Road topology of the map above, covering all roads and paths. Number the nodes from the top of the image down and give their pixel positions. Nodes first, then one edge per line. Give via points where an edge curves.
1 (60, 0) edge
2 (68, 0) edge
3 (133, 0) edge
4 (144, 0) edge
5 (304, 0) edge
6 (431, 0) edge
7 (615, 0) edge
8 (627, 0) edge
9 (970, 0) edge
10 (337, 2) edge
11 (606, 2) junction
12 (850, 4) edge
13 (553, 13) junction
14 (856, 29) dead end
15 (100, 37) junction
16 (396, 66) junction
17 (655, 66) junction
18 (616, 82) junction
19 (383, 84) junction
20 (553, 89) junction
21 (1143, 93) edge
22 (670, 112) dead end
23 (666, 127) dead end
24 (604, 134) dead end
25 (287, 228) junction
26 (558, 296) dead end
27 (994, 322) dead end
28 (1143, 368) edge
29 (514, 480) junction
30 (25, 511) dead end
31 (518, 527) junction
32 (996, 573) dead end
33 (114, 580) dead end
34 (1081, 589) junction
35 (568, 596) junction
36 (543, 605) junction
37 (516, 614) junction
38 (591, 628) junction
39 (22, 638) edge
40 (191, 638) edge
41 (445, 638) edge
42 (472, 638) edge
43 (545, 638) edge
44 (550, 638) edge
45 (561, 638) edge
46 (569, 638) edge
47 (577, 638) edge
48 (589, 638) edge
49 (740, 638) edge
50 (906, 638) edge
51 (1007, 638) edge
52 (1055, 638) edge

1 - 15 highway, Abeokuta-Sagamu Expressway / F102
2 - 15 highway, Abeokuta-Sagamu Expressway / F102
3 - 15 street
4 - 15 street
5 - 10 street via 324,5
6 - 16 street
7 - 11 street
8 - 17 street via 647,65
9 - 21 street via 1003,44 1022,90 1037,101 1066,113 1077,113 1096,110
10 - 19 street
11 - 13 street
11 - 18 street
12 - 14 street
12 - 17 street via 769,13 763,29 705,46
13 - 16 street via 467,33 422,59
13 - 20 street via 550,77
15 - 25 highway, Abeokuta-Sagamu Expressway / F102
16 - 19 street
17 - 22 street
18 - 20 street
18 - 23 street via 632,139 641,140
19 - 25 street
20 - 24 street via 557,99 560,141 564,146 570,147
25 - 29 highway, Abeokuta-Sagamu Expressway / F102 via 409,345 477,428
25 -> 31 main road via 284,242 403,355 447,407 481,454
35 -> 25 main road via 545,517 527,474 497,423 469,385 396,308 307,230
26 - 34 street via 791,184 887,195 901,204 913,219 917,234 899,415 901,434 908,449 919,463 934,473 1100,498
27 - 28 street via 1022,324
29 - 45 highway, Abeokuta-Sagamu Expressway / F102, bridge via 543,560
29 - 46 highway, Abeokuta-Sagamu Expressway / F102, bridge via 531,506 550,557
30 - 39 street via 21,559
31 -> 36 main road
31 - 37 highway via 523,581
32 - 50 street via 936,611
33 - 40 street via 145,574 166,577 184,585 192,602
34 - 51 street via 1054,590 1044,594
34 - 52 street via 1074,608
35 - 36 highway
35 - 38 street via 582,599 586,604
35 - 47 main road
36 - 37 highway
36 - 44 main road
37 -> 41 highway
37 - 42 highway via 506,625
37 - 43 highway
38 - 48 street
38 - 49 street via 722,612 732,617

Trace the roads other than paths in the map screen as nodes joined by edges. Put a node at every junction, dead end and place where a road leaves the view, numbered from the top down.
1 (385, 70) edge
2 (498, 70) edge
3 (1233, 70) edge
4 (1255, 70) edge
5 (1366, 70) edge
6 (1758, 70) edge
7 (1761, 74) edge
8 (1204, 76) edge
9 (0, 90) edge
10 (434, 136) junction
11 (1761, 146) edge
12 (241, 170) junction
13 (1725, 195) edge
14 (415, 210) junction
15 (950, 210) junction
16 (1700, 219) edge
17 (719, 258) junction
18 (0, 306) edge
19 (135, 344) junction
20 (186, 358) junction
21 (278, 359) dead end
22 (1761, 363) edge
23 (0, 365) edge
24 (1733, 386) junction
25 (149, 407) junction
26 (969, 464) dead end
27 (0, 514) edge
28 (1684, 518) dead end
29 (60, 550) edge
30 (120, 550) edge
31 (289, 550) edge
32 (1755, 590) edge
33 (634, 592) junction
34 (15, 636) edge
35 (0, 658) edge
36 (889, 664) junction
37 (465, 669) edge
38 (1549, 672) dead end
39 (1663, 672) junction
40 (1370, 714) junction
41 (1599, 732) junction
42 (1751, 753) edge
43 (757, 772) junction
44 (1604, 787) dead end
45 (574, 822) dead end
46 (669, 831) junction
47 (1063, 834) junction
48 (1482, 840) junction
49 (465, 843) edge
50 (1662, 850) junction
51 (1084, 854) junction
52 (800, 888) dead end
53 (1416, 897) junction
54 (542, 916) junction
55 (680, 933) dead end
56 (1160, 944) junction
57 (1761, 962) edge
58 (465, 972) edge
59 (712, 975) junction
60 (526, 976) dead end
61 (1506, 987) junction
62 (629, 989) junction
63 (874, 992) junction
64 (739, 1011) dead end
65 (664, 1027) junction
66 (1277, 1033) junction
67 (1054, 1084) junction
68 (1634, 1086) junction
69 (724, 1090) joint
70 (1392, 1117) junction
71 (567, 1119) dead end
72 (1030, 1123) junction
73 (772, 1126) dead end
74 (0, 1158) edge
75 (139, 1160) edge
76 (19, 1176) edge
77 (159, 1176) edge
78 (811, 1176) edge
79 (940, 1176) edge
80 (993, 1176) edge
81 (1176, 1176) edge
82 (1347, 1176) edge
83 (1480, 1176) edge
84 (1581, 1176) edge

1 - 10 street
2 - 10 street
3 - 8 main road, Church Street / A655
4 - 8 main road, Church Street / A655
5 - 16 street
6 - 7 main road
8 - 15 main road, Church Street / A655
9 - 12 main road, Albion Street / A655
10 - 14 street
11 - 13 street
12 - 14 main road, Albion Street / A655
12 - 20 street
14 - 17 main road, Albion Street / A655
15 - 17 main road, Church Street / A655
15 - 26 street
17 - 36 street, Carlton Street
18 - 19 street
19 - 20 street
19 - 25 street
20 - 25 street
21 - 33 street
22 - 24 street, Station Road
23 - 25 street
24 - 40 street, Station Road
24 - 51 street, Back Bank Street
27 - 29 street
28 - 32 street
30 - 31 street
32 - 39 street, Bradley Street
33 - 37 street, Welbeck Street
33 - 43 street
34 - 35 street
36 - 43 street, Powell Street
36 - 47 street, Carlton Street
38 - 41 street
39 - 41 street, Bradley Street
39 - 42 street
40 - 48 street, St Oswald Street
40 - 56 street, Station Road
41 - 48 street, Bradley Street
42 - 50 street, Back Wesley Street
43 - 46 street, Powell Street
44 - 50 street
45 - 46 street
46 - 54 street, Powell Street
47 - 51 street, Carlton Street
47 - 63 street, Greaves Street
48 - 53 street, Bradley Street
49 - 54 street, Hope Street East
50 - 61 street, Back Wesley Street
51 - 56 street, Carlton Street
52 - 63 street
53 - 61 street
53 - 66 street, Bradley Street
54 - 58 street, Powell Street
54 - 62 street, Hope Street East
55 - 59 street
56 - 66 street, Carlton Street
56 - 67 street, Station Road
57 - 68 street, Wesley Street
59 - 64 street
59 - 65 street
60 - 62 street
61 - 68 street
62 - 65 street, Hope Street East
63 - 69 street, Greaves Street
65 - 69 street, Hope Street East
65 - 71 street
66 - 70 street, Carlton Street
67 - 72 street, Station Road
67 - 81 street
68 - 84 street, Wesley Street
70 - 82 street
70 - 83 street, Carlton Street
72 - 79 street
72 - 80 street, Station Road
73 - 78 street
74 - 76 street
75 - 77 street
- - - -
§ TASK INSTRUCTIONS:
If a line in the material above holds "Powell", copy it.

§ ANSWER AREA:
36 - 43 street, Powell Street
43 - 46 street, Powell Street
46 - 54 street, Powell Street
54 - 58 street, Powell Street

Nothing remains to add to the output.